In this notebook, we've explored:

1. **DataFrame Constructor**: We've seen how to create DataFrames from various data sources, including dictionaries, lists, NumPy arrays, and Series objects. The DataFrame is the primary pandas data structure for working with tabular data.

2. **Converting Series to Other Formats**: We've explored methods for converting Series to various formats, including dictionaries, DataFrames, strings, JSON, CSV, and Markdown, which are useful for data interchange and storage.

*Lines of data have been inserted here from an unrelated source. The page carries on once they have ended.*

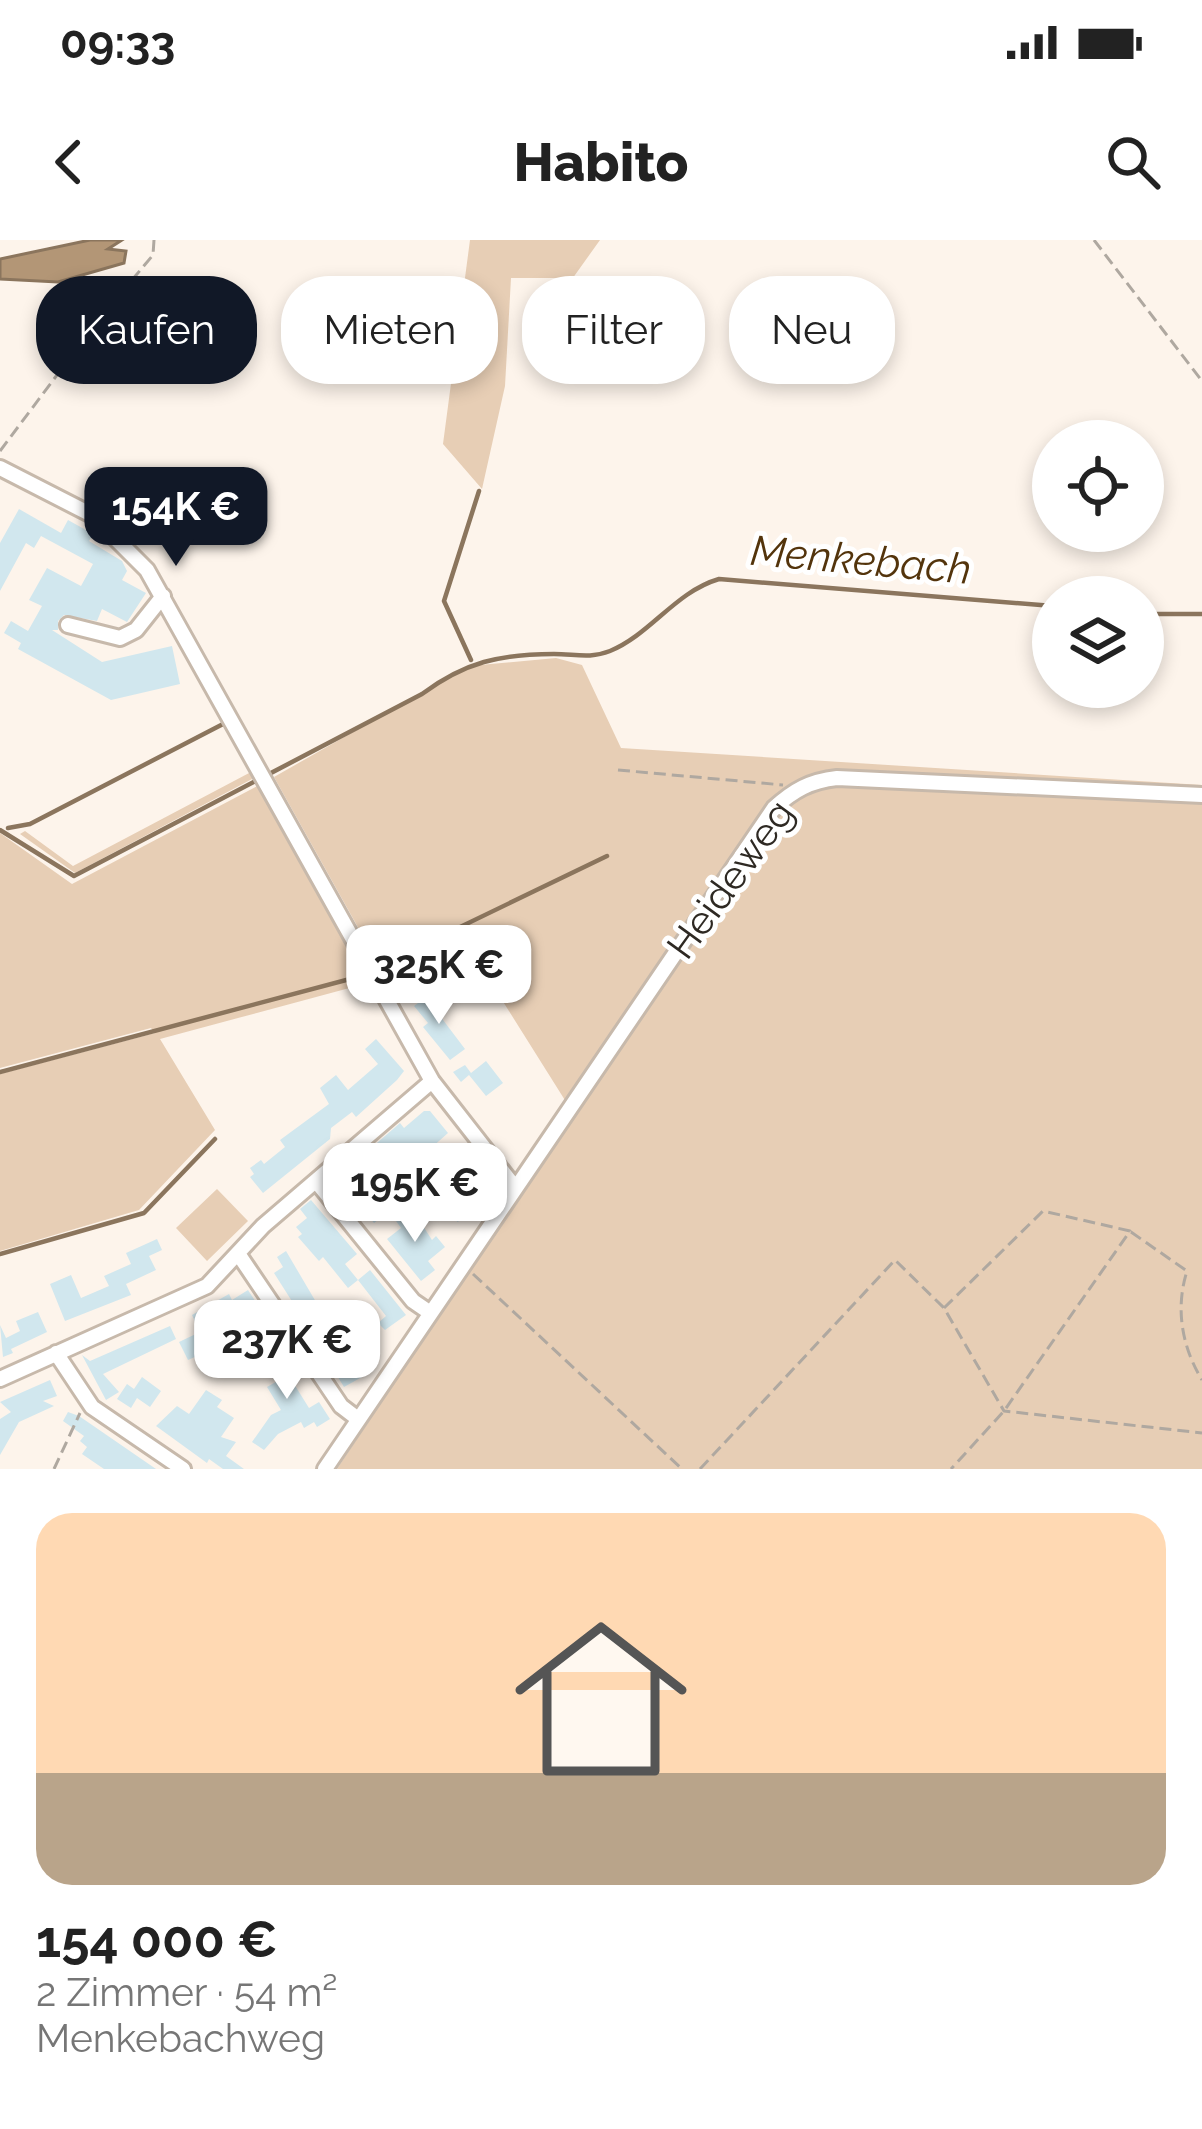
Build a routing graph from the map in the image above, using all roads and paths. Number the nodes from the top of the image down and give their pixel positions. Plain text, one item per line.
1 (154, 240) edge
2 (1094, 240) edge
3 (1202, 381) edge
4 (0, 451) edge
5 (0, 468) edge
6 (163, 596) junction
7 (68, 625) dead end
8 (618, 770) dead end
9 (794, 791) junction
10 (1202, 796) edge
11 (432, 1081) junction
12 (316, 1181) junction
13 (514, 1186) junction
14 (1130, 1231) junction
15 (239, 1255) junction
16 (463, 1264) junction
17 (944, 1308) junction
18 (429, 1312) junction
19 (56, 1353) junction
20 (0, 1379) edge
21 (1202, 1381) edge
22 (86, 1401) junction
23 (1004, 1411) junction
24 (358, 1419) junction
25 (1202, 1433) edge
26 (54, 1469) edge
27 (183, 1469) edge
28 (325, 1469) edge
29 (682, 1469) edge
30 (700, 1469) edge
31 (951, 1469) edge

1 - 4 path
2 - 3 path
5 - 6 street
6 - 7 street
6 - 11 street
8 - 9 path
9 - 10 street, Heideweg
9 - 13 street, Heideweg
11 - 12 street
11 - 13 street
12 - 15 street
12 - 18 street
13 - 16 street, Heideweg
14 - 17 path
14 - 21 path
14 - 23 path
15 - 19 street
15 - 24 street
16 - 18 street, Heideweg
16 - 29 path
17 - 23 path
17 - 30 path
18 - 24 street, Heideweg
19 - 20 street
19 - 22 street
22 - 26 path
22 - 27 street
23 - 25 path
23 - 31 path
24 - 28 street, Heideweg

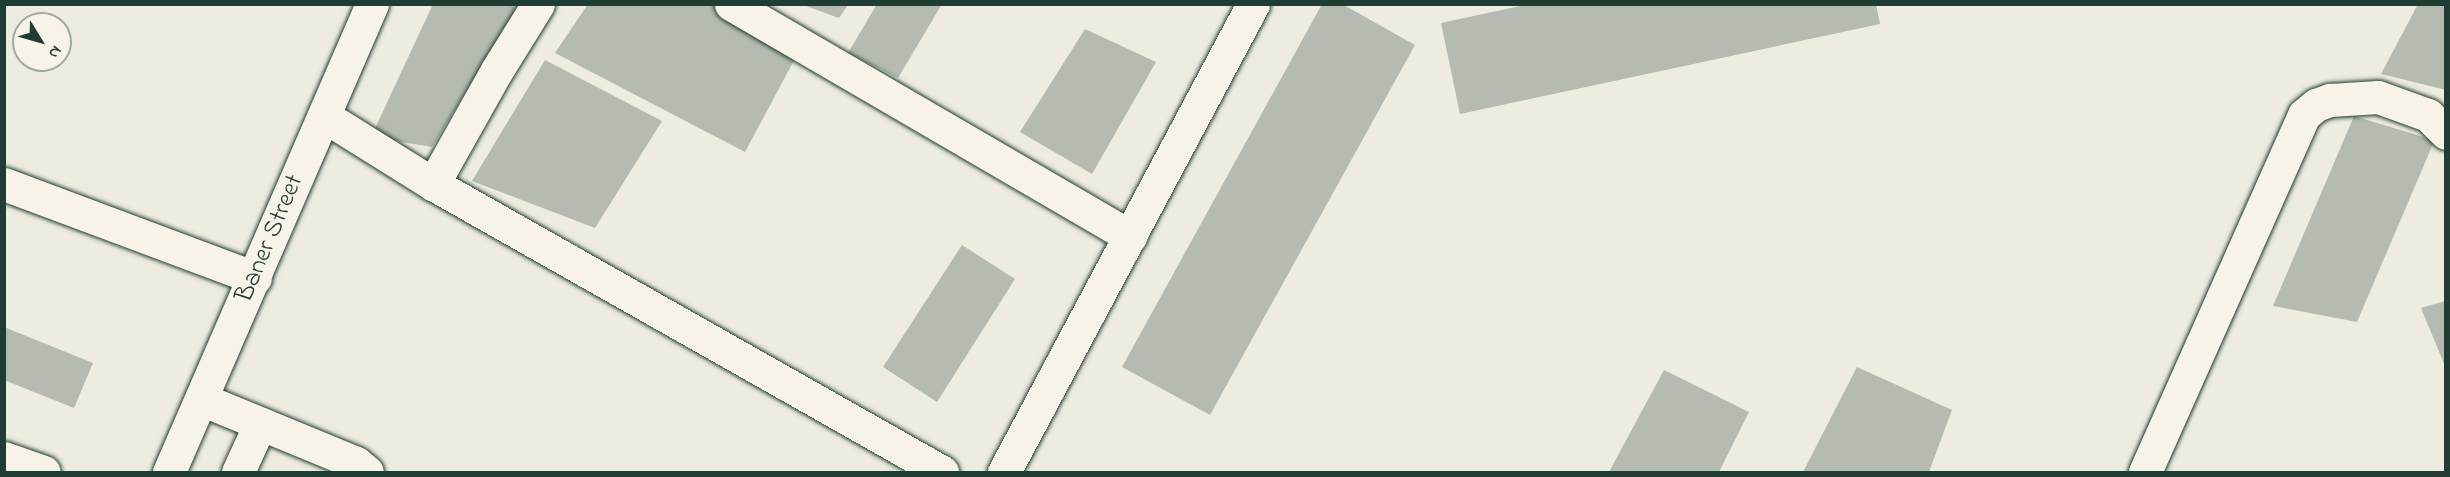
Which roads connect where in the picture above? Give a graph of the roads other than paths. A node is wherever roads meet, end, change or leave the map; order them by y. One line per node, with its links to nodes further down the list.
1 (372, 4): 5 (street, Baner Street)
2 (538, 4): 8 (street)
3 (731, 4): 9 (street)
4 (1253, 4): 9 (street)
5 (324, 116): 8 (street); 10 (street, Baner Street)
6 (2445, 133): 20 (street)
7 (4, 184): 10 (street)
8 (434, 184): 18 (street)
9 (1130, 236): 19 (street)
10 (255, 278): 11 (street, Baner Street)
11 (201, 399): 12 (street); 15 (street, Baner Street)
12 (260, 424): 16 (street); 17 (street)
13 (4, 458): 14 (street)
14 (44, 472)
15 (169, 472)
16 (238, 472)
17 (367, 472)
18 (942, 472)
19 (1004, 472)
20 (2145, 472)

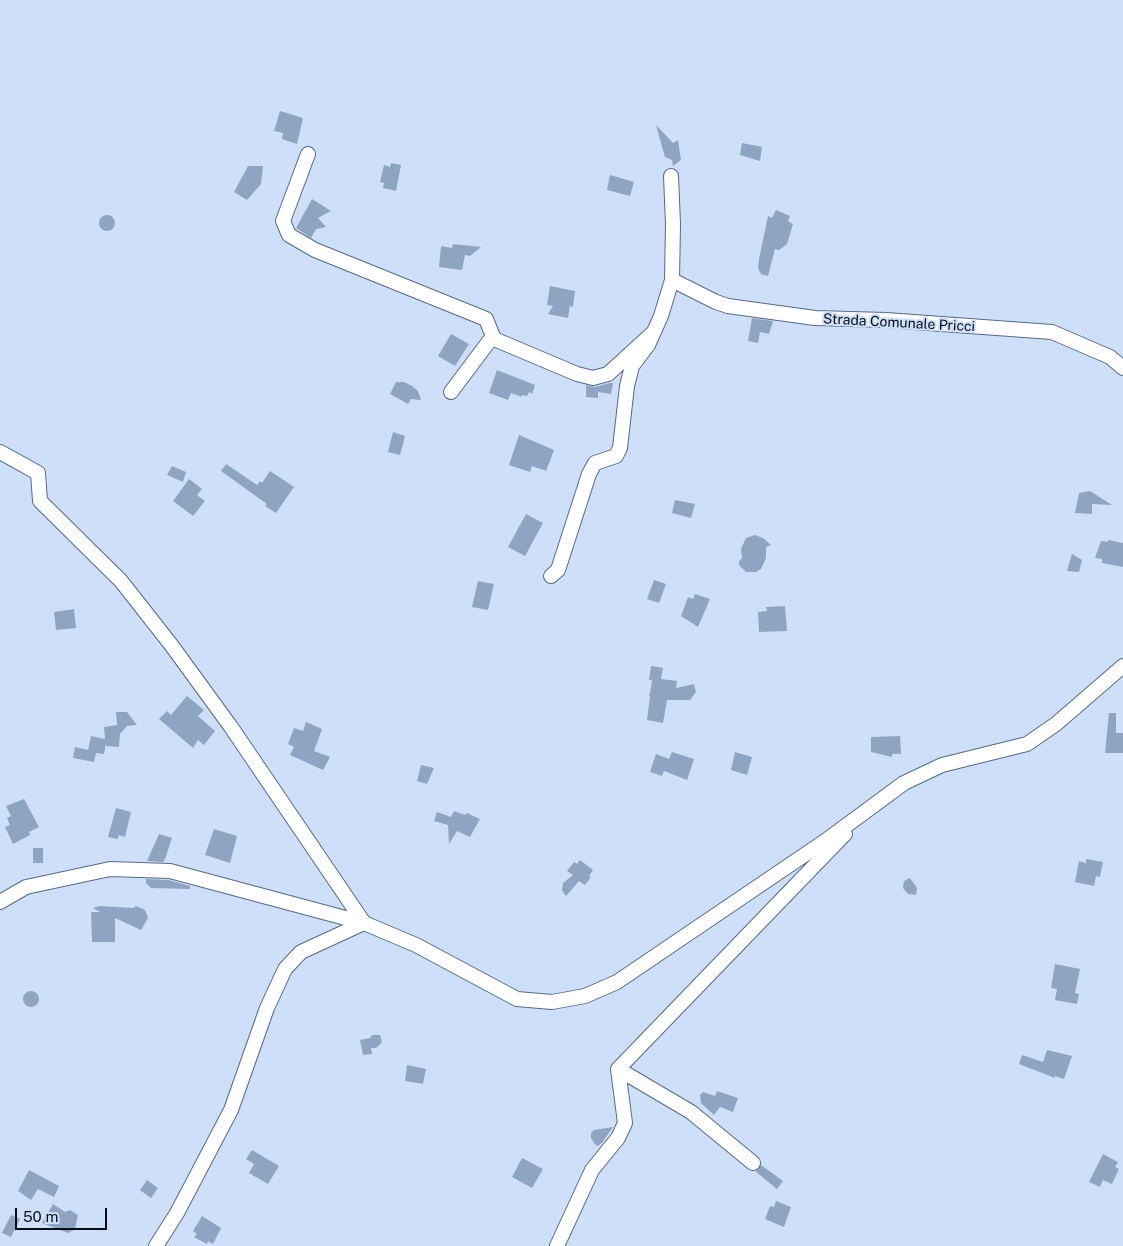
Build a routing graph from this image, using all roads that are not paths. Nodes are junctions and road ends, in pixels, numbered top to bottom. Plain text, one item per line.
1 (308, 154) dead end
2 (671, 176) dead end
3 (672, 280) junction
4 (654, 332) junction
5 (493, 336) junction
6 (1123, 368) edge
7 (451, 392) dead end
8 (0, 452) edge
9 (551, 576) dead end
10 (1123, 666) edge
11 (872, 807) junction
12 (0, 902) edge
13 (364, 922) junction
14 (618, 1069) junction
15 (754, 1163) dead end
16 (156, 1246) edge
17 (557, 1246) edge

1 - 5 street
2 - 3 street
3 - 4 street
3 - 6 street, Strada Comunale Pricci
4 - 5 street
4 - 9 street
5 - 7 street
8 - 13 street
10 - 11 street
11 - 13 street
11 - 14 street
12 - 13 street
13 - 16 street
14 - 15 street
14 - 17 street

3. **The `abs()` Method**: We've learned how to use the `abs()` method to get the absolute values of numeric elements in Series and DataFrames, which is useful for data cleaning, normalization, and analysis.

4. **Practical Applications**: We've seen how these methods can be applied in real-world scenarios, such as data normalization, standardization, and finding values closest to a target.

These tools and techniques are essential for data manipulation and analysis in pandas, providing a solid foundation for working with tabular data in Python.